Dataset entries
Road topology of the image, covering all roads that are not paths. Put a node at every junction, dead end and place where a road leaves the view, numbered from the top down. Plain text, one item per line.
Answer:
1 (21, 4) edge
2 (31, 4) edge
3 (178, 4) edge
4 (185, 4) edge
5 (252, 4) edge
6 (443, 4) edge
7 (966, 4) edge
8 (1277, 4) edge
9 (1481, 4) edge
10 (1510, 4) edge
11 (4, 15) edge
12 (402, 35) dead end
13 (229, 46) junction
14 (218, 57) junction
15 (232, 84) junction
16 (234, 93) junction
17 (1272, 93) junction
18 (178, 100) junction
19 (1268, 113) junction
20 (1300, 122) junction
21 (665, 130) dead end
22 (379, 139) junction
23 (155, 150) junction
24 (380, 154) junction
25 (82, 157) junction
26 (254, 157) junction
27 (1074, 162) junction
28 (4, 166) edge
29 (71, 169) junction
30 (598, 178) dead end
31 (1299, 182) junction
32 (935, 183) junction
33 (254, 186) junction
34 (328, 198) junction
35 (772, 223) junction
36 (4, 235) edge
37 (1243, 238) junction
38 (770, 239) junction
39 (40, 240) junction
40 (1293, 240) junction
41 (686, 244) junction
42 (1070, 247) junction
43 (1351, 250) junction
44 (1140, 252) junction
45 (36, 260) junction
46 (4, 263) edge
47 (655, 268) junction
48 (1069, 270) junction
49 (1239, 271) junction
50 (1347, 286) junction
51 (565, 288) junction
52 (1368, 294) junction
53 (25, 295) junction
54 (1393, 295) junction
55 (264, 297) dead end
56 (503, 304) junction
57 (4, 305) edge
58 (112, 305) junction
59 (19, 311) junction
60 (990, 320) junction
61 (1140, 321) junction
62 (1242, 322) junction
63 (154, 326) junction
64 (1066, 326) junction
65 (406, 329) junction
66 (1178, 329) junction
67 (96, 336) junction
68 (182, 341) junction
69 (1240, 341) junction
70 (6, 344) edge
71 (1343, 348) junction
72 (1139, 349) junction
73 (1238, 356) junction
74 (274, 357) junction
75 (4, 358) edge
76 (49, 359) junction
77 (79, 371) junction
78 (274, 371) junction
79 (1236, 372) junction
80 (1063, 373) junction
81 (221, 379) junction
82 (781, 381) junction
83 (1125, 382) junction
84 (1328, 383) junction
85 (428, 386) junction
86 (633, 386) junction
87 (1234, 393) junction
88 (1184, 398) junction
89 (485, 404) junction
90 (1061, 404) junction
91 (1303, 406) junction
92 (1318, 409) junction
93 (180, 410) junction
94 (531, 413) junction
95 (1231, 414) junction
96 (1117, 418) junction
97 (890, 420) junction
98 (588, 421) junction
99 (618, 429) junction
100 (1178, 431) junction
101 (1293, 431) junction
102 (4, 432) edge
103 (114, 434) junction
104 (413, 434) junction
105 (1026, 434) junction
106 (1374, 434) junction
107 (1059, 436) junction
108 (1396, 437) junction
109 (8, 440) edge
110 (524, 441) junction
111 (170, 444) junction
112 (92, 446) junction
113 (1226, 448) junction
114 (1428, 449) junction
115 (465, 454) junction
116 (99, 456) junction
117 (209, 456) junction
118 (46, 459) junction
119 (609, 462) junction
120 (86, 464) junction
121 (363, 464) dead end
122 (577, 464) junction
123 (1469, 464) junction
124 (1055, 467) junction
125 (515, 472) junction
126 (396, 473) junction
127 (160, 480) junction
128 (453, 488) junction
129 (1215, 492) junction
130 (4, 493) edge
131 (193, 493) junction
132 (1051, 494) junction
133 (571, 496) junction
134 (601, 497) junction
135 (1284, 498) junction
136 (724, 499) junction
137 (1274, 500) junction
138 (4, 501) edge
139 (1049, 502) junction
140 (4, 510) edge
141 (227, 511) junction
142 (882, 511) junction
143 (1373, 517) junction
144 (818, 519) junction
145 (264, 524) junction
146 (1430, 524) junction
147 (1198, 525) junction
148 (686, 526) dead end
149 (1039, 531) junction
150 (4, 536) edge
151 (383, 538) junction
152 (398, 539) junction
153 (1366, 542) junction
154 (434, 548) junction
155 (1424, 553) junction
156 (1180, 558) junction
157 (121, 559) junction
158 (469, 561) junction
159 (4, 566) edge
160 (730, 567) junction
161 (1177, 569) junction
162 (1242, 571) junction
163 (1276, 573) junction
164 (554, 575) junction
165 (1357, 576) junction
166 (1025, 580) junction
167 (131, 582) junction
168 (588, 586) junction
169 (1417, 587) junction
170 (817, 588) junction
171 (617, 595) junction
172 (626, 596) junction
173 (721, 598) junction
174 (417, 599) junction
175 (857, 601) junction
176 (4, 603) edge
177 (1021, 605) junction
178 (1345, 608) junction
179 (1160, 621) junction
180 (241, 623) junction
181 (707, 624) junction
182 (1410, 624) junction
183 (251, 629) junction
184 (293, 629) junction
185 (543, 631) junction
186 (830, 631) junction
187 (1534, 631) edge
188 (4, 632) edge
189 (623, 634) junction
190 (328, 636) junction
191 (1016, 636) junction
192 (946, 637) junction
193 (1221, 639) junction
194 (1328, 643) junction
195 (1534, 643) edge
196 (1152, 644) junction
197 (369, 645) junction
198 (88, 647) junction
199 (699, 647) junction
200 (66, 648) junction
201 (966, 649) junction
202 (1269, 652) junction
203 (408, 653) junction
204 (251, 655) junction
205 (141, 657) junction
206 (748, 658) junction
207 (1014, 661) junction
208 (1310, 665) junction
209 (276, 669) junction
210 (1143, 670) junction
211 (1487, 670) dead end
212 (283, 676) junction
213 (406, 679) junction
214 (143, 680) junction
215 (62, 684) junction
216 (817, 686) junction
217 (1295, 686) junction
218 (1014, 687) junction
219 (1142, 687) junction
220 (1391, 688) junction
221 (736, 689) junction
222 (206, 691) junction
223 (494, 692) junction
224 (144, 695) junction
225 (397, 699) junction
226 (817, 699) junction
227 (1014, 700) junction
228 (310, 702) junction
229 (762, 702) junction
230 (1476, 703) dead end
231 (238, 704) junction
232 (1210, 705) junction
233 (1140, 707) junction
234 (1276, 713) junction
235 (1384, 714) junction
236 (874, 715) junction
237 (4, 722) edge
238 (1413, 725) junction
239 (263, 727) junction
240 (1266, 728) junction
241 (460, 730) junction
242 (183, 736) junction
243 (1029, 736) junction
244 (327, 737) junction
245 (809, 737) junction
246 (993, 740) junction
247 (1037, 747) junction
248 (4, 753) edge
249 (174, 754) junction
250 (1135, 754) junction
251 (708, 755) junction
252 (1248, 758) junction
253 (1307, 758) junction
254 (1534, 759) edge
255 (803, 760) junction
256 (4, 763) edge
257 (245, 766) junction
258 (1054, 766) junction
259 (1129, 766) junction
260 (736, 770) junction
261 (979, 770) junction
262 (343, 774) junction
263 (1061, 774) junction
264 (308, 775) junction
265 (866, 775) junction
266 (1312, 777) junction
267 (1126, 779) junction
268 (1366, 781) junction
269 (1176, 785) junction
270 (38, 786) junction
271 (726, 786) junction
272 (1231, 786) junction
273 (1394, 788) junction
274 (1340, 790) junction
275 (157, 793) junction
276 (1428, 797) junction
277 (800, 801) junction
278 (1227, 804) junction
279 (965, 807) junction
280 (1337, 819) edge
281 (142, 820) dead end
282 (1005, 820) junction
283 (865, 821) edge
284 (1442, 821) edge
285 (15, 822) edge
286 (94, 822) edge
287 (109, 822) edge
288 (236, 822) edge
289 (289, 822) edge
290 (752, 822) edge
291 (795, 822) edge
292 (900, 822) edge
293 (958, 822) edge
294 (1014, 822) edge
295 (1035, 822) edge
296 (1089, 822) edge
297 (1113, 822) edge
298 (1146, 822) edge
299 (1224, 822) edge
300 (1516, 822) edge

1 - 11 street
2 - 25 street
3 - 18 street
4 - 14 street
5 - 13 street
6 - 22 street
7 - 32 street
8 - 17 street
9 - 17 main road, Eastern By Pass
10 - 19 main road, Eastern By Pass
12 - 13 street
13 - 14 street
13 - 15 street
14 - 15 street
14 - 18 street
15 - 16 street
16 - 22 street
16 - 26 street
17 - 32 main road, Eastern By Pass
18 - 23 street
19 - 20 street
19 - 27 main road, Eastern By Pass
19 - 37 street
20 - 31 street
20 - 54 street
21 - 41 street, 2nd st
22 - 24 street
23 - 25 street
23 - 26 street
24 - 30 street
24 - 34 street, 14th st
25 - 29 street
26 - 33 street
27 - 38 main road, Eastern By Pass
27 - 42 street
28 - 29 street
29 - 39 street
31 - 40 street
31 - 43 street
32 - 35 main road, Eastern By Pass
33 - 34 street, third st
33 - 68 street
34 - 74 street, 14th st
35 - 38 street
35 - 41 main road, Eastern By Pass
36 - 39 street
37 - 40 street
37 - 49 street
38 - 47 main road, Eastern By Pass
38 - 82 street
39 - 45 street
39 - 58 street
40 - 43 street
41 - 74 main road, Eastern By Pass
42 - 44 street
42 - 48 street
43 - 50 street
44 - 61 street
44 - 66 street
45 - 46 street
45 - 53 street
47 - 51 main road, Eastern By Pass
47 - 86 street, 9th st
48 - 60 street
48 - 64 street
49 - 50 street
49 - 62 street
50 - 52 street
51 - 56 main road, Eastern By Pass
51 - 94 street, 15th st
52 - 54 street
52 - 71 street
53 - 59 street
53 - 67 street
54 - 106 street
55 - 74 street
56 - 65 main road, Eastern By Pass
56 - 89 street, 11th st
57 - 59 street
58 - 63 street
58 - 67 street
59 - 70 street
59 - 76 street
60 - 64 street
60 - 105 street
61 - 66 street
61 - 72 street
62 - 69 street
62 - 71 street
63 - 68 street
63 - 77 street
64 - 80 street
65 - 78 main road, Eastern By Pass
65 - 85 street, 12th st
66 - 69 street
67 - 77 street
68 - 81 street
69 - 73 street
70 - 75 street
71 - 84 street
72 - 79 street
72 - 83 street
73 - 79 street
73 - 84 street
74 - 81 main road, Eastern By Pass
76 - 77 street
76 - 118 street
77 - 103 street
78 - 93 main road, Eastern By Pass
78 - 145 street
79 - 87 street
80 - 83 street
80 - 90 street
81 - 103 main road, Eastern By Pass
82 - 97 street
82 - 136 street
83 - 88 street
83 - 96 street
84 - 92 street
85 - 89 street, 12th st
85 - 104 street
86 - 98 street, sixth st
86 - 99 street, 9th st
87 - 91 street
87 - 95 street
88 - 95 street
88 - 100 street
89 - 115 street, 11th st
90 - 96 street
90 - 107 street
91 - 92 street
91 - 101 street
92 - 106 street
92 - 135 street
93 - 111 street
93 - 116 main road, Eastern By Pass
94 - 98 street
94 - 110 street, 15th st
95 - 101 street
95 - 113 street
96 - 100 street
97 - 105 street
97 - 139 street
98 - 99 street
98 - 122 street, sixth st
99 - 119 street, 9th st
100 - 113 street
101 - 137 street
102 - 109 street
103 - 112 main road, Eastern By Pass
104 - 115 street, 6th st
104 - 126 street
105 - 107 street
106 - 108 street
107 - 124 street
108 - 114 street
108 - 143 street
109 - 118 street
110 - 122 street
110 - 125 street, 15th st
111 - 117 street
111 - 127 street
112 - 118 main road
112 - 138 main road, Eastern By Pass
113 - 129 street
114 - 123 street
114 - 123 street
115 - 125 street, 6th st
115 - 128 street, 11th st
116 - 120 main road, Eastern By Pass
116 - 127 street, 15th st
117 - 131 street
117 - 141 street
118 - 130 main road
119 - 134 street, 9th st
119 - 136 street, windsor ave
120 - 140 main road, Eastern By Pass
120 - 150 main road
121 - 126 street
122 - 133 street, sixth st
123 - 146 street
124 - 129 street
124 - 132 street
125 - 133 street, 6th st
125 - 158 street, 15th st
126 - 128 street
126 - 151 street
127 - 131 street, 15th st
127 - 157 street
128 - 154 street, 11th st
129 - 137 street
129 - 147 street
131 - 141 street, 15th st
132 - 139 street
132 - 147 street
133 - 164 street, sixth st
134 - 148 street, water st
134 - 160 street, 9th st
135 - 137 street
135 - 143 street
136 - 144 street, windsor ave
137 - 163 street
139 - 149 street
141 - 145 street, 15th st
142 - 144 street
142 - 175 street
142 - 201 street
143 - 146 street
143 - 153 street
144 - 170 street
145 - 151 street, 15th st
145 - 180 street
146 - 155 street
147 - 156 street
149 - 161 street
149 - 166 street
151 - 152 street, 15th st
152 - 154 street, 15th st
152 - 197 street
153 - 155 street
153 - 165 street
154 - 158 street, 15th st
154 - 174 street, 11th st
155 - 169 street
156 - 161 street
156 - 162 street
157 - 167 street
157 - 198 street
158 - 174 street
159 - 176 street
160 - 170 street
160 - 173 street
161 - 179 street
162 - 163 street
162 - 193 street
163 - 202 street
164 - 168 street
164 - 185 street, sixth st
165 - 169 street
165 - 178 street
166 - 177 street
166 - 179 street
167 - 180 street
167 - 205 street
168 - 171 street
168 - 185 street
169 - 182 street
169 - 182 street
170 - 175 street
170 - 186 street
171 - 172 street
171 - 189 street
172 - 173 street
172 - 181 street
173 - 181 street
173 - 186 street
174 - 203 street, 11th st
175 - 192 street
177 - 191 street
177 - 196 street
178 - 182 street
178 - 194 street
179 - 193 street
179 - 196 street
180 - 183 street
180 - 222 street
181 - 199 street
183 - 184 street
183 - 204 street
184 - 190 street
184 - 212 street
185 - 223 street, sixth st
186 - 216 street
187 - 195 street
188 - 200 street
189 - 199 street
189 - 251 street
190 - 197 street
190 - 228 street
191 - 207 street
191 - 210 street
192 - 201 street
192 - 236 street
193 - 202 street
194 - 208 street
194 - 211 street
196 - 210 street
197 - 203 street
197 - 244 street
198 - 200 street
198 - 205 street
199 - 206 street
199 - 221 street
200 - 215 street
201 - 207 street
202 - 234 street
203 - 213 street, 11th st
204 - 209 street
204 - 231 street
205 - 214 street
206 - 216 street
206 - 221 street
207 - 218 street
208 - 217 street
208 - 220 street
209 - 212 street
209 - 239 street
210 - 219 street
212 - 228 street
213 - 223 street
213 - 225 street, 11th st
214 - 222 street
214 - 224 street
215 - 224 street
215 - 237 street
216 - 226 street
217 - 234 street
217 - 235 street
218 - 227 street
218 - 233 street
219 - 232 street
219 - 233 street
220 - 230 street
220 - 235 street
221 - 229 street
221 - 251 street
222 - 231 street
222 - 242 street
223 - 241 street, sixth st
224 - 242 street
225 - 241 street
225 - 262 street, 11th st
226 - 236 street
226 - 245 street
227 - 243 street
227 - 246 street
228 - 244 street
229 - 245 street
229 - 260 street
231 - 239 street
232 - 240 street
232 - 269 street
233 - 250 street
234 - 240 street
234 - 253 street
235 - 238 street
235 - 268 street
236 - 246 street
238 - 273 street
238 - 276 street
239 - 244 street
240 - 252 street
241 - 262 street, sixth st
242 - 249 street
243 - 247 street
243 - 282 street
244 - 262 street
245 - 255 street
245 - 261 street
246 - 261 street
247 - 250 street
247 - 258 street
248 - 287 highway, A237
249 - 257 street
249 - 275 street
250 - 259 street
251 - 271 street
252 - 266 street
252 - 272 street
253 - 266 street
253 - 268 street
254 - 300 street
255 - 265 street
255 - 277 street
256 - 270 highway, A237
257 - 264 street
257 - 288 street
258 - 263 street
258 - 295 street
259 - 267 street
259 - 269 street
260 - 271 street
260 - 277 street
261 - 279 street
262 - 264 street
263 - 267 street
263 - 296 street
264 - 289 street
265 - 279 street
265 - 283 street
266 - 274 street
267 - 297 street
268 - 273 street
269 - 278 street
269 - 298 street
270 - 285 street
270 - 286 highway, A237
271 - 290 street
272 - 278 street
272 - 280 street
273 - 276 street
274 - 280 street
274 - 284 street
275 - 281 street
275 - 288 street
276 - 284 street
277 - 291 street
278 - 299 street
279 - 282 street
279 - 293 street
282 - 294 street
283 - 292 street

EXERCISE
Which of the lines in the data hold the string "windsor"? Report each of them by copying it.

EXERCISE SOLUTION
119 - 136 street, windsor ave
136 - 144 street, windsor ave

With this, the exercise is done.